Chroniques vingt-et-unièmes — Des évidences pour avancer — 2 janvier 2023


 Des évidences pour avancer


L’année 2022 restera certainement comme un tournant. On s’habitue à le croire. Et Quentin, du haut de ses vingt-deux ans, y croit aussi. Mais son père Jean-Bernard lui dirait que la formulation perd de sa force, elle a été tant de fois utilisée !

Pourquoi parler d’un tournant ? La guerre s’est installée aux portes de l’Europe et il flotte sur le continent comme un parfum d’époque révolue, non pas la fin d’une insouciance ou d’une abondance, mais d’un sentiment d’inconséquence.

Ce parfum, toutefois, n’a pas encore atteint la piste de la discothèque où s’étire la longue nuit du jour de l’An. Les corps s’agitent mais ce n’est peut-être qu’un sursis.

Les arguments, pourtant, ne manquent pas.

D’abord, le covid19 a frappé et est survenue cette guerre mettant à mal l’approvisionnement énergétique.

Pour couronner le tout, cette obstination en Chine à confiner en masse, limitant les exportations de produits essentiels vers le reste de la planète.
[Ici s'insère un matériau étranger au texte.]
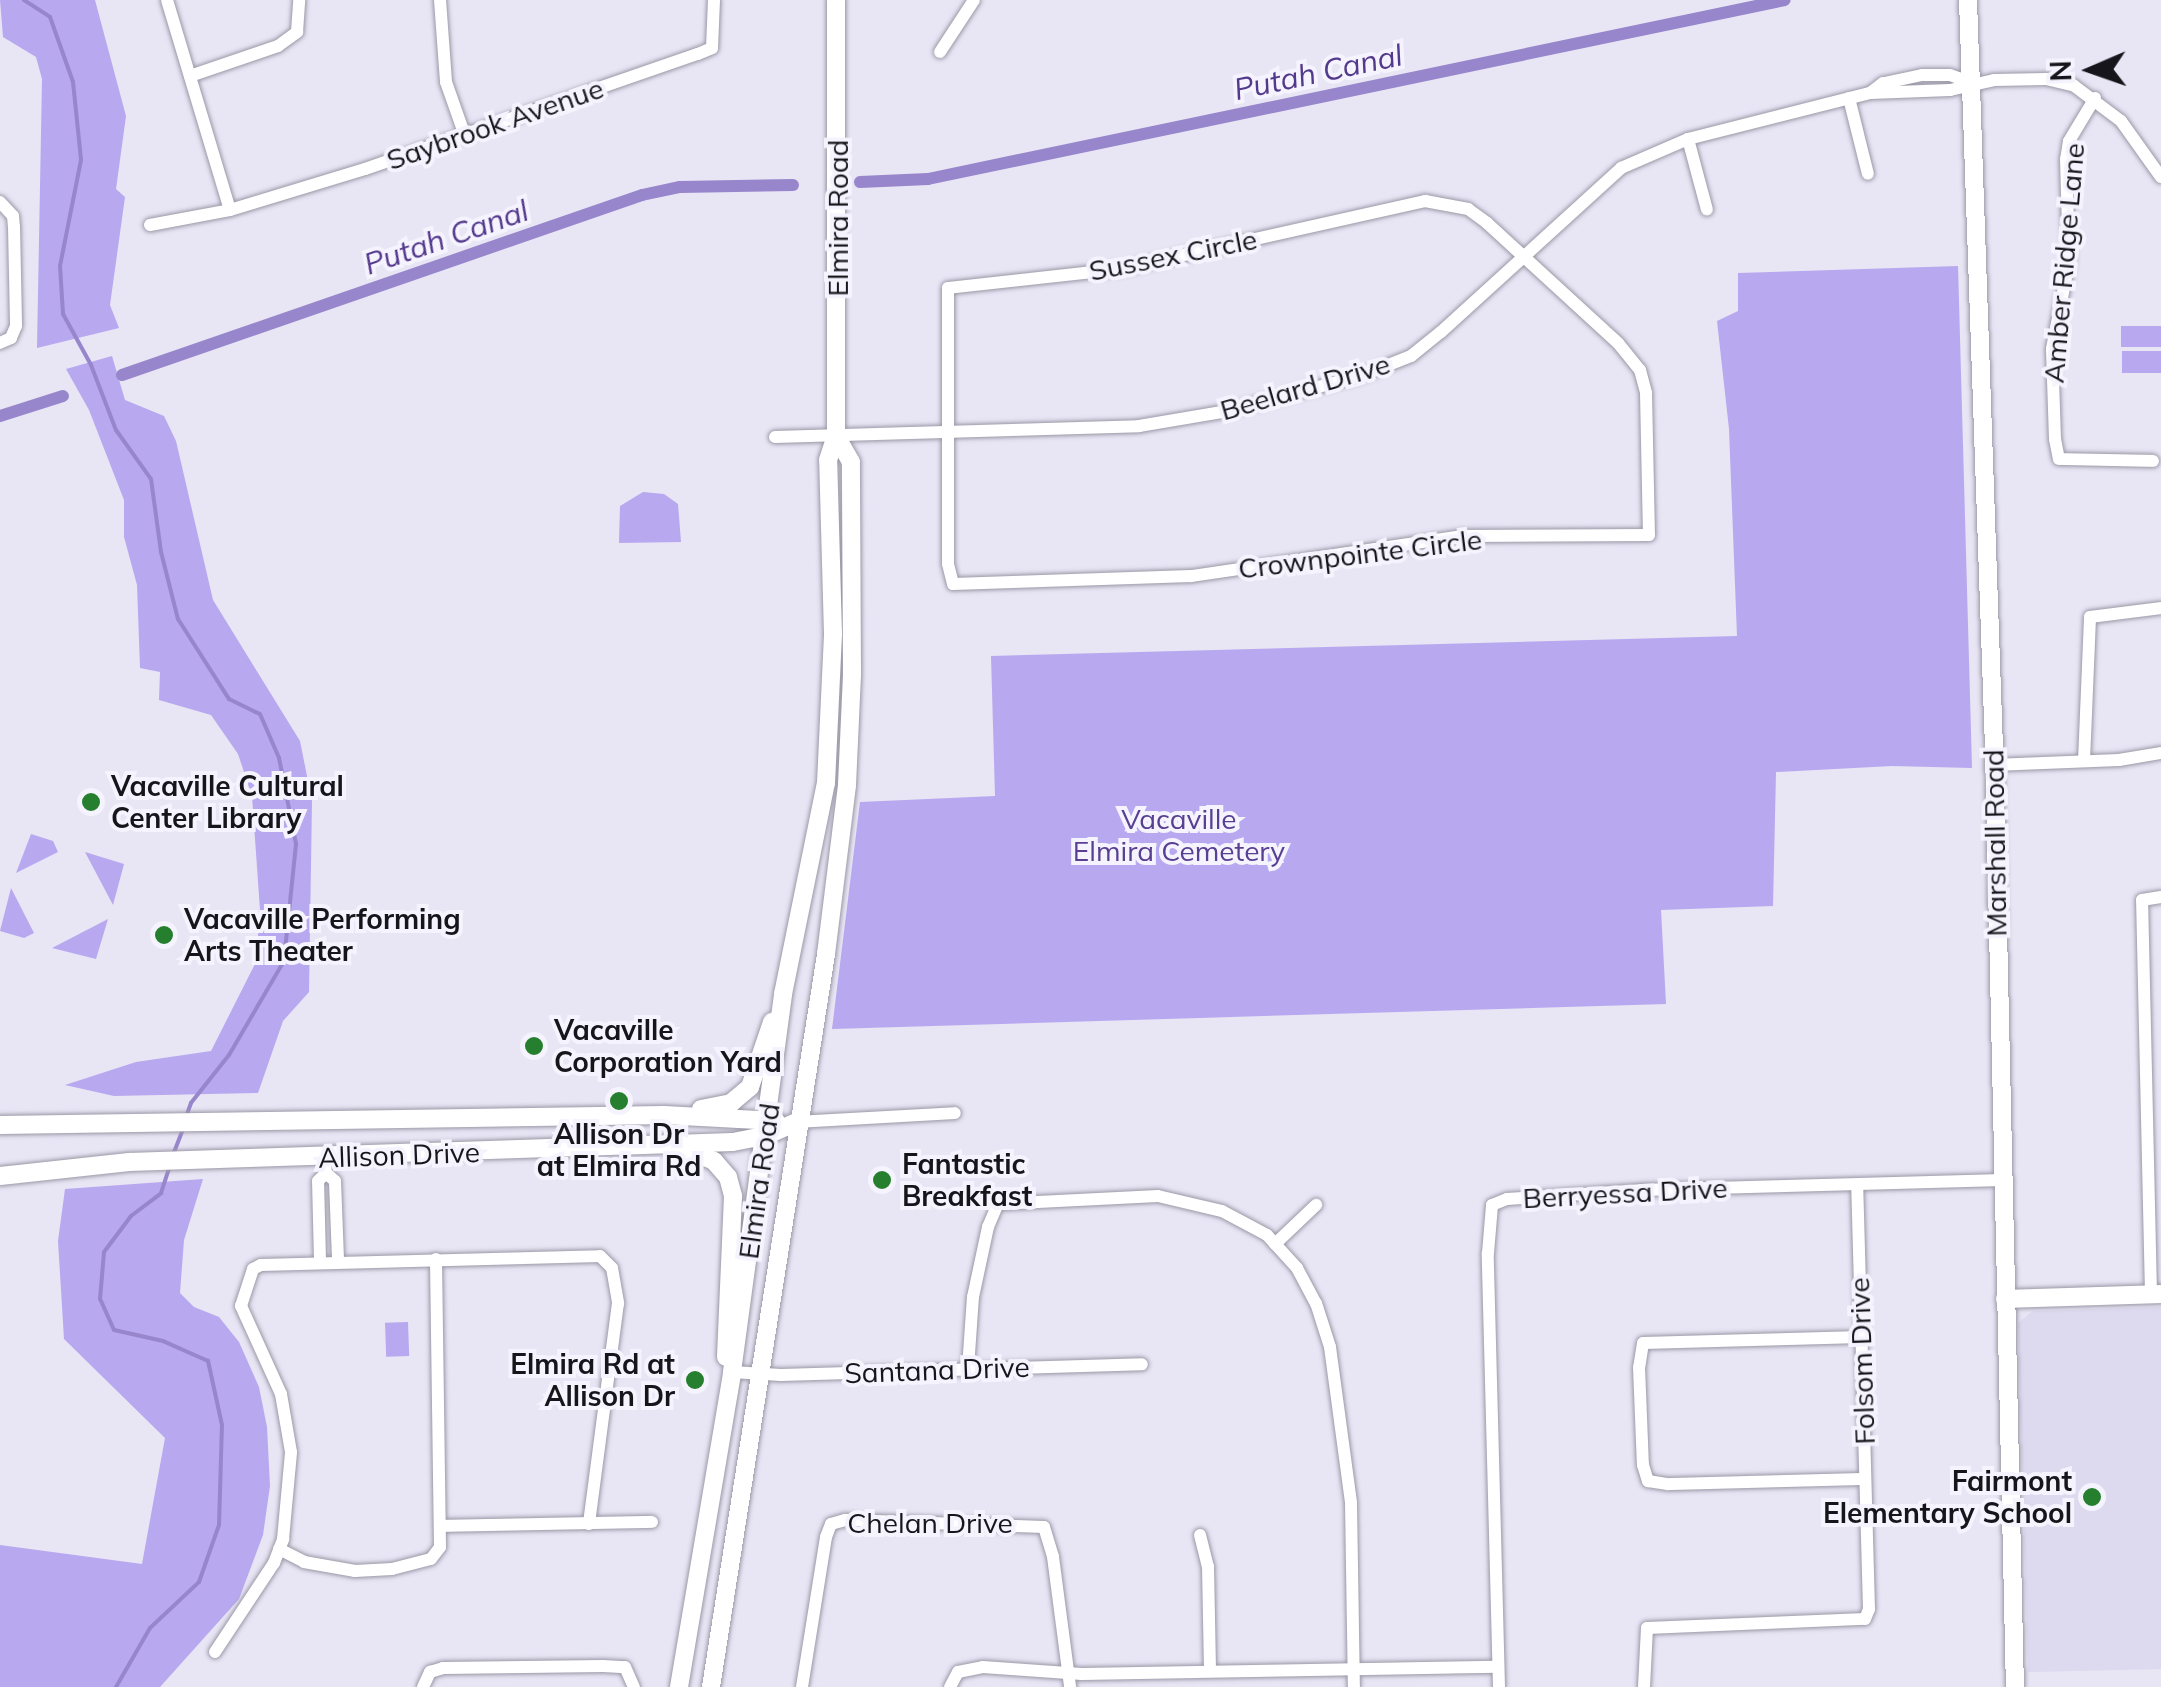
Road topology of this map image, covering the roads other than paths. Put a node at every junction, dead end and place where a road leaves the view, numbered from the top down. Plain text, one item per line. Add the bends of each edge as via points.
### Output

Confiner l’usine du monde, est-ce bien raisonnable ?

On s’est alors rendu compte avec ces événements, totalement improbables il y a seulement trois ans, que l’équilibre était fragile, que cette mondialisation forcée s’était installée dans un monde instable et non pacifié.
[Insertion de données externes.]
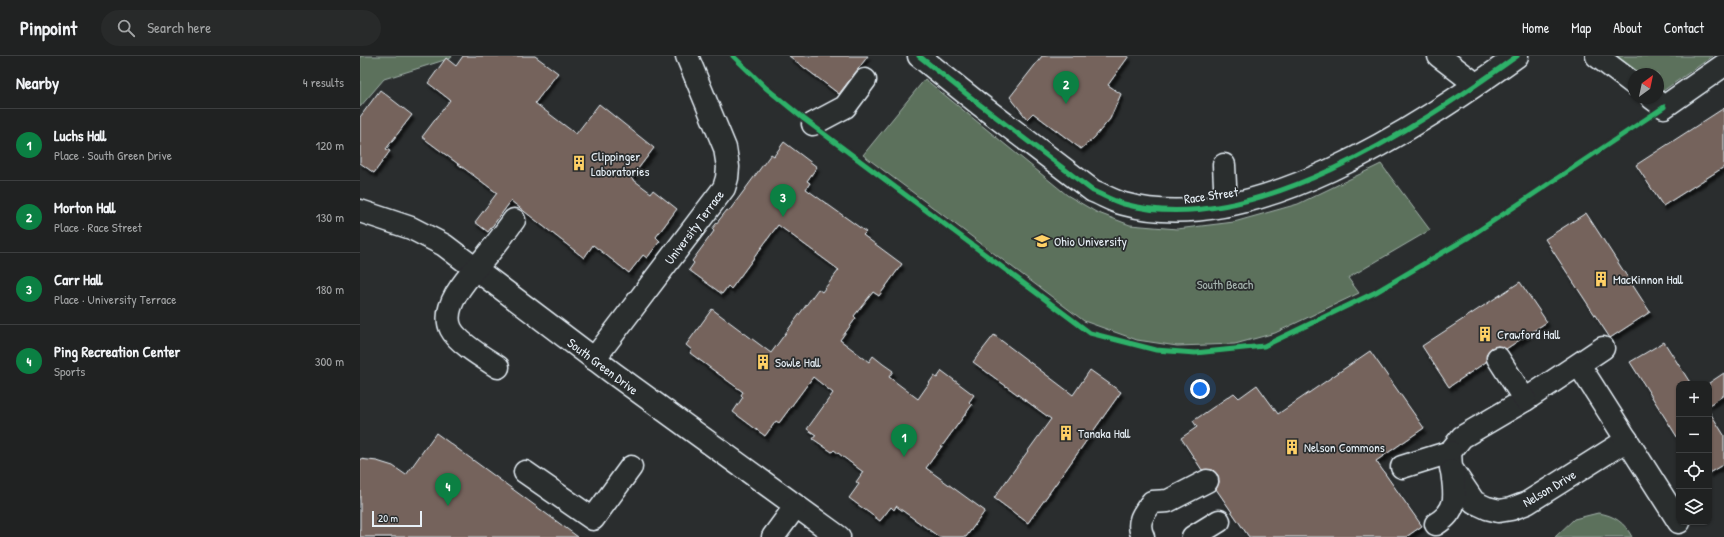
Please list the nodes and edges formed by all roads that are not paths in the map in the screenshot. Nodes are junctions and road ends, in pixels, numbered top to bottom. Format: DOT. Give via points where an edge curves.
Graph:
graph roads {
  1 [pos="687,56"];
  2 [pos="919,56"];
  3 [pos="1439,56"];
  4 [pos="1517,56"];
  5 [pos="1597,56"];
  6 [pos="1724,65"];
  7 [pos="1469,78"];
  8 [pos="1628,79"];
  9 [pos="865,80"];
  10 [pos="1664,99"];
  11 [pos="813,124"];
  12 [pos="1224,165"];
  13 [pos="1226,205"];
  14 [pos="360,211"];
  15 [pos="514,220"];
  16 [pos="474,268"];
  17 [pos="1603,348"];
  18 [pos="1498,358"];
  19 [pos="594,359"];
  20 [pos="1580,365"];
  21 [pos="498,367"];
  22 [pos="1525,400"];
  23 [pos="1627,440"];
  24 [pos="1451,460"];
  25 [pos="631,467"];
  26 [pos="1402,467"];
  27 [pos="525,472"];
  28 [pos="1207,481"];
  29 [pos="795,507"];
  30 [pos="1676,517"];
  31 [pos="1219,521"];
  32 [pos="1436,524"];
  33 [pos="1681,525"];
  34 [pos="773,537"];
  35 [pos="838,537"];
  36 [pos="1143,537"];
  37 [pos="1193,537"];
  38 [pos="1689,537"];
  1 -- 19 [label="street, University Terrace" via="725,148 728,167 726,183"];
  2 -- 13 [label="street, Race Street" via="1093,191 1123,204 1154,209 1182,211"];
  3 -- 7 [label="street"];
  4 -- 13 [label="street, Race Street" via="1474,86 1355,158 1295,186"];
  5 -- 8 [label="street"];
  6 -- 10 [label="street"];
  9 -- 11 [label="street" via="845,107"];
  12 -- 13 [label="street"];
  14 -- 16 [label="street, South Green Drive" via="427,235"];
  15 -- 16 [label="street" via="490,252"];
  16 -- 19 [label="street, South Green Drive"];
  16 -- 21 [label="street" via="449,309 450,328 456,336"];
  17 -- 20 [label="street"];
  18 -- 22 [label="street"];
  19 -- 29 [label="street, South Green Drive"];
  20 -- 22 [label="street"];
  20 -- 23 [label="street"];
  22 -- 24 [label="street" via="1462,437"];
  23 -- 24 [label="street, Nelson Drive" via="1527,503 1499,511 1474,502"];
  23 -- 30 [label="street"];
  24 -- 26 [label="street"];
  24 -- 32 [label="street" via="1455,497 1452,509"];
  25 -- 27 [label="street" via="593,519"];
  28 -- 36 [label="street" via="1168,501 1152,502 1142,514 1139,524"];
  29 -- 34 [label="street"];
  29 -- 35 [label="street, South Green Drive"];
  31 -- 37 [label="street"];
  33 -- 38 [label="street"];
}
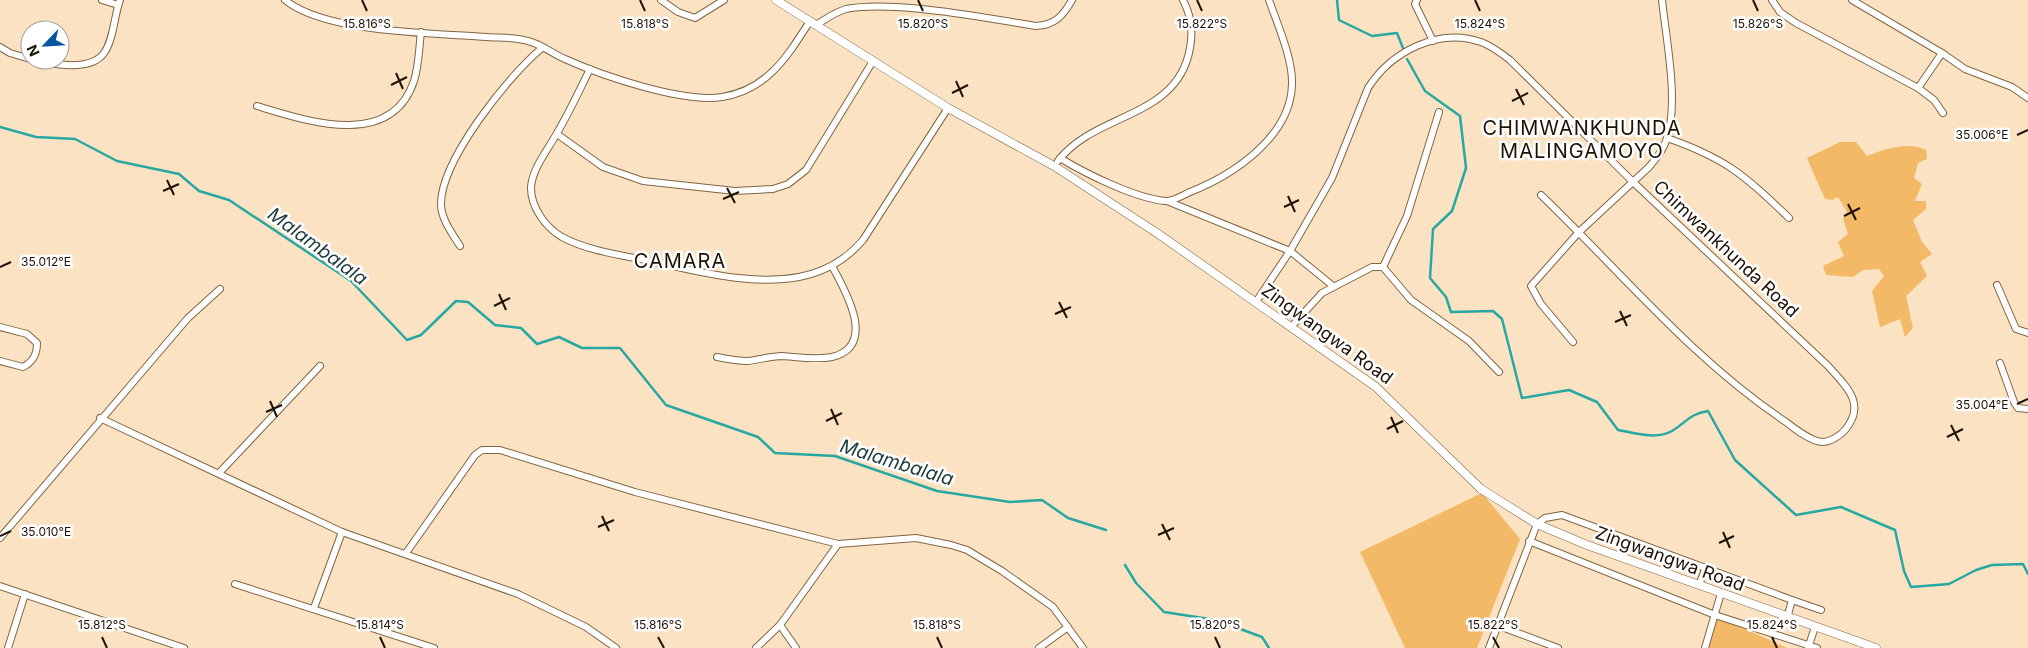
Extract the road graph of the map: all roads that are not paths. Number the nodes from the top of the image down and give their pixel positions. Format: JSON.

Avant, ce qu’on ne fabriquait pas sur place, on l’obtenait de l’étranger, sans se poser de questions. C’était un avantage mais aussi une perte de substance.

Aujourd’hui, on n’a toujours pas d’autre choix, mais on hésite : ne devrions-nous pas retrouver notre autonomie ?

Le plus difficile, réfléchit Quentin, est de faire machine arrière.

Il est plus facile de déconstruire que de construire, de désindustrialiser que de réindustrialiser. 

Et l’Occident assis sur ses certitudes et donneur de leçons de vertus est en train de l’apprendre.

Là, son père Jean-Bernard serait d’accord, mais les avis divergent sur ce qu’il faut reconstruire, sur le coût écologique de la réindustrialisation.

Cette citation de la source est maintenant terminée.